→ Data excerpts:
========================
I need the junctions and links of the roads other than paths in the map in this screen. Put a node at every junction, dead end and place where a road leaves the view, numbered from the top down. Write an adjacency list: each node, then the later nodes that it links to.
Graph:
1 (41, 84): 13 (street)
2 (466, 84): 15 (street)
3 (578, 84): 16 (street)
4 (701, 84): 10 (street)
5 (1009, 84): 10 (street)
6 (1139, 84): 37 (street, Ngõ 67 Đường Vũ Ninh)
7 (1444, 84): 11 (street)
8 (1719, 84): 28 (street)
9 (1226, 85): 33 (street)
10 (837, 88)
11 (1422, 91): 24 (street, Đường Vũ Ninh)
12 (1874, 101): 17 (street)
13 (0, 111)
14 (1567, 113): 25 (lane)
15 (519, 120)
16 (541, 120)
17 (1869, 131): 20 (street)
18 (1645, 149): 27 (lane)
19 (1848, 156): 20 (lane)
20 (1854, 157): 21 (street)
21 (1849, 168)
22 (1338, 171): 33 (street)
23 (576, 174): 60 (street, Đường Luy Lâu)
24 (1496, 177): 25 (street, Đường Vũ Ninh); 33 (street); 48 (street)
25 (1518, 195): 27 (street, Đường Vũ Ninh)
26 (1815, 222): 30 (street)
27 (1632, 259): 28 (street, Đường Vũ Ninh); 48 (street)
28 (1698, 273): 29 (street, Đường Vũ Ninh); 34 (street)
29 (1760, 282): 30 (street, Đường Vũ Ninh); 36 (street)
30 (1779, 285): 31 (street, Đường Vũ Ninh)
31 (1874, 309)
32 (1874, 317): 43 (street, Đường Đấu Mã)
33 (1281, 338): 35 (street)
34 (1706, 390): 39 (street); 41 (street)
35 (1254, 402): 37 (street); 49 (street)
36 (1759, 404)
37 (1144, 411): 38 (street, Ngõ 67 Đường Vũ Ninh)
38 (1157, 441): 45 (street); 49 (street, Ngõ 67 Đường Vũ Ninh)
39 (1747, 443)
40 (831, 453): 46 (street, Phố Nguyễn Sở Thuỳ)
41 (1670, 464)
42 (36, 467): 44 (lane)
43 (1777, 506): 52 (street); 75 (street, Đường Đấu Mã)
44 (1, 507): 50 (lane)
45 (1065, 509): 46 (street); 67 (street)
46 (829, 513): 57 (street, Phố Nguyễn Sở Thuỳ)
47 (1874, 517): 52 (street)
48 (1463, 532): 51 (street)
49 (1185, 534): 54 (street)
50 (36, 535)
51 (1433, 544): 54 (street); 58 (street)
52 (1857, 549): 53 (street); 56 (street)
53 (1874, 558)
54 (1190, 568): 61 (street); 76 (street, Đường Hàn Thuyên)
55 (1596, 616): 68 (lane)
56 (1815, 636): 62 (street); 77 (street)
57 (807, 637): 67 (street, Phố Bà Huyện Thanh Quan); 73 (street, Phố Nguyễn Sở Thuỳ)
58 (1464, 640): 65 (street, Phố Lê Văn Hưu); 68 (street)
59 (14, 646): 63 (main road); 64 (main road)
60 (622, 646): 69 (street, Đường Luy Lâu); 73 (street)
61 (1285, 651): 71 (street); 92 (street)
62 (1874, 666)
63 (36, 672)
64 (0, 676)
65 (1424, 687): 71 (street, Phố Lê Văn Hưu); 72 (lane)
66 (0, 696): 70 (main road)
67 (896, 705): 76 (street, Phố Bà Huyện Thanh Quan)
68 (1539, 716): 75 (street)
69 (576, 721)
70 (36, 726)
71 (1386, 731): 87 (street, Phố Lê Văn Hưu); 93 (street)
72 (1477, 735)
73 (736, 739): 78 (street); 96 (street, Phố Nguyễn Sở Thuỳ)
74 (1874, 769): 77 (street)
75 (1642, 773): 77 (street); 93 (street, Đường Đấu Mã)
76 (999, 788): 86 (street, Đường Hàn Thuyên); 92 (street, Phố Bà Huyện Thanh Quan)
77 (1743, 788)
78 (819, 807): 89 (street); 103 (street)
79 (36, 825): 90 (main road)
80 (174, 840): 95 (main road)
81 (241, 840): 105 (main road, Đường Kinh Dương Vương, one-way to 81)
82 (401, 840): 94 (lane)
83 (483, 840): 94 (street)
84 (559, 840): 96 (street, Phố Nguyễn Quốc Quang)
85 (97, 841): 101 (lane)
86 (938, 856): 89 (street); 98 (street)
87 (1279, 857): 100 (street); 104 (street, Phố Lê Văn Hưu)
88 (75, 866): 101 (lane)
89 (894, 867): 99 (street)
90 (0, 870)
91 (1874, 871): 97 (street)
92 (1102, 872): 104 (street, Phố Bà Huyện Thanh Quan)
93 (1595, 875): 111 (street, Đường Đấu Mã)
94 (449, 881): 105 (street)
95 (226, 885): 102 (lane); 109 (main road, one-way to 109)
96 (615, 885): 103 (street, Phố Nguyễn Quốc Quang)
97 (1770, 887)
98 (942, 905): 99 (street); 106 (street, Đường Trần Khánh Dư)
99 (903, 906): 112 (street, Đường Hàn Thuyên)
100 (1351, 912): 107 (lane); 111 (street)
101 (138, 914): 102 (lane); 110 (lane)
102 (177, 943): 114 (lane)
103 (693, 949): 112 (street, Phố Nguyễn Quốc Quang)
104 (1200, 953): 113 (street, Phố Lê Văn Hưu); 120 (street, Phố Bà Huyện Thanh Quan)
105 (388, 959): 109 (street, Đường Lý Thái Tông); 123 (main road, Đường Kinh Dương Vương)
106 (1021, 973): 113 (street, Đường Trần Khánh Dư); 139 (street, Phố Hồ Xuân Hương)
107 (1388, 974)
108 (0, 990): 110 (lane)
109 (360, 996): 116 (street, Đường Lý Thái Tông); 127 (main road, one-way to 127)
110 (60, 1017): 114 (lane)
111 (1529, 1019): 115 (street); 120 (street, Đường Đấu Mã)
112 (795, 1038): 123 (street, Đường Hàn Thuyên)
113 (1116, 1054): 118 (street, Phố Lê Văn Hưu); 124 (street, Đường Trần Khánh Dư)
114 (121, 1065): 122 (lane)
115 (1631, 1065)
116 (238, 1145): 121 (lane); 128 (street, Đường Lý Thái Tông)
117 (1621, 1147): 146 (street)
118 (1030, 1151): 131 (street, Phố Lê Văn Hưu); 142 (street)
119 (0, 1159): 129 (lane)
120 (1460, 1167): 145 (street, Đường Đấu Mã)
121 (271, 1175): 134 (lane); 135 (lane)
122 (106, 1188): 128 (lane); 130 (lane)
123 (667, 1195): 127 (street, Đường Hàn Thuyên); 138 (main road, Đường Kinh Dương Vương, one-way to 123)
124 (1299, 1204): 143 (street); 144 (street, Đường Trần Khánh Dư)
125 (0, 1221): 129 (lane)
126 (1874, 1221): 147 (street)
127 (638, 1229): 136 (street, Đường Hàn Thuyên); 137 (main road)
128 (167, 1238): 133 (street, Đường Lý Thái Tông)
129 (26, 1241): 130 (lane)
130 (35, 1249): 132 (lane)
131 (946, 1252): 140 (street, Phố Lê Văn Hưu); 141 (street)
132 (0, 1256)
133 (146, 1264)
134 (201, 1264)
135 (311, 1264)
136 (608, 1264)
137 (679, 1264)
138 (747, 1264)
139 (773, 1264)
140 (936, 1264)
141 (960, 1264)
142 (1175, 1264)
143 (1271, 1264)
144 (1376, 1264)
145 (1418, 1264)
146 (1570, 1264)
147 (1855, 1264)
========================
Write the data out again. Match it word for word.

I need the junctions and links of the roads other than paths in the map in this screen. Put a node at every junction, dead end and place where a road leaves the view, numbered from the top down. Write an adjacency list: each node, then the later nodes that it links to.
Graph:
1 (41, 84): 13 (street)
2 (466, 84): 15 (street)
3 (578, 84): 16 (street)
4 (701, 84): 10 (street)
5 (1009, 84): 10 (street)
6 (1139, 84): 37 (street, Ngõ 67 Đường Vũ Ninh)
7 (1444, 84): 11 (street)
8 (1719, 84): 28 (street)
9 (1226, 85): 33 (street)
10 (837, 88)
11 (1422, 91): 24 (street, Đường Vũ Ninh)
12 (1874, 101): 17 (street)
13 (0, 111)
14 (1567, 113): 25 (lane)
15 (519, 120)
16 (541, 120)
17 (1869, 131): 20 (street)
18 (1645, 149): 27 (lane)
19 (1848, 156): 20 (lane)
20 (1854, 157): 21 (street)
21 (1849, 168)
22 (1338, 171): 33 (street)
23 (576, 174): 60 (street, Đường Luy Lâu)
24 (1496, 177): 25 (street, Đường Vũ Ninh); 33 (street); 48 (street)
25 (1518, 195): 27 (street, Đường Vũ Ninh)
26 (1815, 222): 30 (street)
27 (1632, 259): 28 (street, Đường Vũ Ninh); 48 (street)
28 (1698, 273): 29 (street, Đường Vũ Ninh); 34 (street)
29 (1760, 282): 30 (street, Đường Vũ Ninh); 36 (street)
30 (1779, 285): 31 (street, Đường Vũ Ninh)
31 (1874, 309)
32 (1874, 317): 43 (street, Đường Đấu Mã)
33 (1281, 338): 35 (street)
34 (1706, 390): 39 (street); 41 (street)
35 (1254, 402): 37 (street); 49 (street)
36 (1759, 404)
37 (1144, 411): 38 (street, Ngõ 67 Đường Vũ Ninh)
38 (1157, 441): 45 (street); 49 (street, Ngõ 67 Đường Vũ Ninh)
39 (1747, 443)
40 (831, 453): 46 (street, Phố Nguyễn Sở Thuỳ)
41 (1670, 464)
42 (36, 467): 44 (lane)
43 (1777, 506): 52 (street); 75 (street, Đường Đấu Mã)
44 (1, 507): 50 (lane)
45 (1065, 509): 46 (street); 67 (street)
46 (829, 513): 57 (street, Phố Nguyễn Sở Thuỳ)
47 (1874, 517): 52 (street)
48 (1463, 532): 51 (street)
49 (1185, 534): 54 (street)
50 (36, 535)
51 (1433, 544): 54 (street); 58 (street)
52 (1857, 549): 53 (street); 56 (street)
53 (1874, 558)
54 (1190, 568): 61 (street); 76 (street, Đường Hàn Thuyên)
55 (1596, 616): 68 (lane)
56 (1815, 636): 62 (street); 77 (street)
57 (807, 637): 67 (street, Phố Bà Huyện Thanh Quan); 73 (street, Phố Nguyễn Sở Thuỳ)
58 (1464, 640): 65 (street, Phố Lê Văn Hưu); 68 (street)
59 (14, 646): 63 (main road); 64 (main road)
60 (622, 646): 69 (street, Đường Luy Lâu); 73 (street)
61 (1285, 651): 71 (street); 92 (street)
62 (1874, 666)
63 (36, 672)
64 (0, 676)
65 (1424, 687): 71 (street, Phố Lê Văn Hưu); 72 (lane)
66 (0, 696): 70 (main road)
67 (896, 705): 76 (street, Phố Bà Huyện Thanh Quan)
68 (1539, 716): 75 (street)
69 (576, 721)
70 (36, 726)
71 (1386, 731): 87 (street, Phố Lê Văn Hưu); 93 (street)
72 (1477, 735)
73 (736, 739): 78 (street); 96 (street, Phố Nguyễn Sở Thuỳ)
74 (1874, 769): 77 (street)
75 (1642, 773): 77 (street); 93 (street, Đường Đấu Mã)
76 (999, 788): 86 (street, Đường Hàn Thuyên); 92 (street, Phố Bà Huyện Thanh Quan)
77 (1743, 788)
78 (819, 807): 89 (street); 103 (street)
79 (36, 825): 90 (main road)
80 (174, 840): 95 (main road)
81 (241, 840): 105 (main road, Đường Kinh Dương Vương, one-way to 81)
82 (401, 840): 94 (lane)
83 (483, 840): 94 (street)
84 (559, 840): 96 (street, Phố Nguyễn Quốc Quang)
85 (97, 841): 101 (lane)
86 (938, 856): 89 (street); 98 (street)
87 (1279, 857): 100 (street); 104 (street, Phố Lê Văn Hưu)
88 (75, 866): 101 (lane)
89 (894, 867): 99 (street)
90 (0, 870)
91 (1874, 871): 97 (street)
92 (1102, 872): 104 (street, Phố Bà Huyện Thanh Quan)
93 (1595, 875): 111 (street, Đường Đấu Mã)
94 (449, 881): 105 (street)
95 (226, 885): 102 (lane); 109 (main road, one-way to 109)
96 (615, 885): 103 (street, Phố Nguyễn Quốc Quang)
97 (1770, 887)
98 (942, 905): 99 (street); 106 (street, Đường Trần Khánh Dư)
99 (903, 906): 112 (street, Đường Hàn Thuyên)
100 (1351, 912): 107 (lane); 111 (street)
101 (138, 914): 102 (lane); 110 (lane)
102 (177, 943): 114 (lane)
103 (693, 949): 112 (street, Phố Nguyễn Quốc Quang)
104 (1200, 953): 113 (street, Phố Lê Văn Hưu); 120 (street, Phố Bà Huyện Thanh Quan)
105 (388, 959): 109 (street, Đường Lý Thái Tông); 123 (main road, Đường Kinh Dương Vương)
106 (1021, 973): 113 (street, Đường Trần Khánh Dư); 139 (street, Phố Hồ Xuân Hương)
107 (1388, 974)
108 (0, 990): 110 (lane)
109 (360, 996): 116 (street, Đường Lý Thái Tông); 127 (main road, one-way to 127)
110 (60, 1017): 114 (lane)
111 (1529, 1019): 115 (street); 120 (street, Đường Đấu Mã)
112 (795, 1038): 123 (street, Đường Hàn Thuyên)
113 (1116, 1054): 118 (street, Phố Lê Văn Hưu); 124 (street, Đường Trần Khánh Dư)
114 (121, 1065): 122 (lane)
115 (1631, 1065)
116 (238, 1145): 121 (lane); 128 (street, Đường Lý Thái Tông)
117 (1621, 1147): 146 (street)
118 (1030, 1151): 131 (street, Phố Lê Văn Hưu); 142 (street)
119 (0, 1159): 129 (lane)
120 (1460, 1167): 145 (street, Đường Đấu Mã)
121 (271, 1175): 134 (lane); 135 (lane)
122 (106, 1188): 128 (lane); 130 (lane)
123 (667, 1195): 127 (street, Đường Hàn Thuyên); 138 (main road, Đường Kinh Dương Vương, one-way to 123)
124 (1299, 1204): 143 (street); 144 (street, Đường Trần Khánh Dư)
125 (0, 1221): 129 (lane)
126 (1874, 1221): 147 (street)
127 (638, 1229): 136 (street, Đường Hàn Thuyên); 137 (main road)
128 (167, 1238): 133 (street, Đường Lý Thái Tông)
129 (26, 1241): 130 (lane)
130 (35, 1249): 132 (lane)
131 (946, 1252): 140 (street, Phố Lê Văn Hưu); 141 (street)
132 (0, 1256)
133 (146, 1264)
134 (201, 1264)
135 (311, 1264)
136 (608, 1264)
137 (679, 1264)
138 (747, 1264)
139 (773, 1264)
140 (936, 1264)
141 (960, 1264)
142 (1175, 1264)
143 (1271, 1264)
144 (1376, 1264)
145 (1418, 1264)
146 (1570, 1264)
147 (1855, 1264)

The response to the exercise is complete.